Сестра только вскинула брови:
— Они все одинаковые. Трава растет — вот и все.
— А что ты читаешь?
— Богословие, — бросила она. — Слышала о Мартине Лютере?
— Конечно слышала. — Я просто остолбенела. — Слышала достаточно, чтобы знать — он еретик и книги его запрещены.
Анна улыбнулась, будто знала какой-то особый секрет:
— Кто сказал, что он еретик? Все зависит от точки зрения. Я прочла все его книги и многих других, кто думает, как он.
— Ты уж лучше об этом молчи. Мать с отцом узнают — ты читаешь запрещенные книги, тебя снова ушлют во Францию или еще куда подальше, с глаз долой.
— На меня никто не обращает внимания, — отмахнулась сестра. — Твоя слава меня совершенно затмила. Существует только один способ привлечь к себе внимание семьи — забраться в постель к королю. Чтобы семья тебя любила, надо стать шлюхой.
Я сложила руки на необъятном животе и улыбнулась, ее ядовитые слова меня совершенно не трогали.
— Вовсе не обязательно меня щипать из-за того, что моя звезда меня туда привела. Тебе никто не приказывал заводить шашни с Генрихом Перси и навлекать на себя позор.
На мгновенье с прекрасного лица упала маска, и я увидела тоскующие глаза.
— Ты о нем что-нибудь слышала?
Я покачала головой:
— Даже если бы он и написал, мне этого письма не увидать. Думаю, все еще сражается с шотландцами.
Она крепко сжала губы, пытаясь сдержать стон.

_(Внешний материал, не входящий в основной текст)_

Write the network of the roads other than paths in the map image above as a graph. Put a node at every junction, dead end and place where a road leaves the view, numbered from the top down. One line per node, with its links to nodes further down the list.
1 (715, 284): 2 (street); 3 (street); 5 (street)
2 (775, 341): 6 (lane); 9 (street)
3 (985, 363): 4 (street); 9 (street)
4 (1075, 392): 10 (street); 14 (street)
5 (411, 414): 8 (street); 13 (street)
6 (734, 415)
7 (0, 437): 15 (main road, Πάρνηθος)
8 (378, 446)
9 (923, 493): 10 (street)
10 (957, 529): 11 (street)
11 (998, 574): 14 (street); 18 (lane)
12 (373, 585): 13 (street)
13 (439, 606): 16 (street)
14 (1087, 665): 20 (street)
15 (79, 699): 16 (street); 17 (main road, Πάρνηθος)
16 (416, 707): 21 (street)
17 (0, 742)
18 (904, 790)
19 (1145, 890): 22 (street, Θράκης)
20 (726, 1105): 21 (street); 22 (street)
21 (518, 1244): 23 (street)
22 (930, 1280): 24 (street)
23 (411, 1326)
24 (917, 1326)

— Боже, а вдруг его ранят или убьют?
Я почувствовала, как младенец шевельнулся, положила теплые ладони на растянувшуюся кожу живота.
— Анна, что тебе до него?
Ресницы опустились и скрыли горящие глаза. Сестра ответила:
— Конечно, мне до него и дела нет.
— Он теперь женатый человек. А ты, если хочешь вернуться ко двору, должна о нем крепко-накрепко позабыть.
Анна указала на мой живот и откровенно сказала:
— В этом-то и беда. Вся семья только и занята возможностью рождения королевского сынка. Я написала отцу десяток писем, а в ответ получила только одну записку от его секретаря. Он про меня совершенно забыл. Ему до меня и дела нет. Все, что его волнует, — ты да твой толстый живот.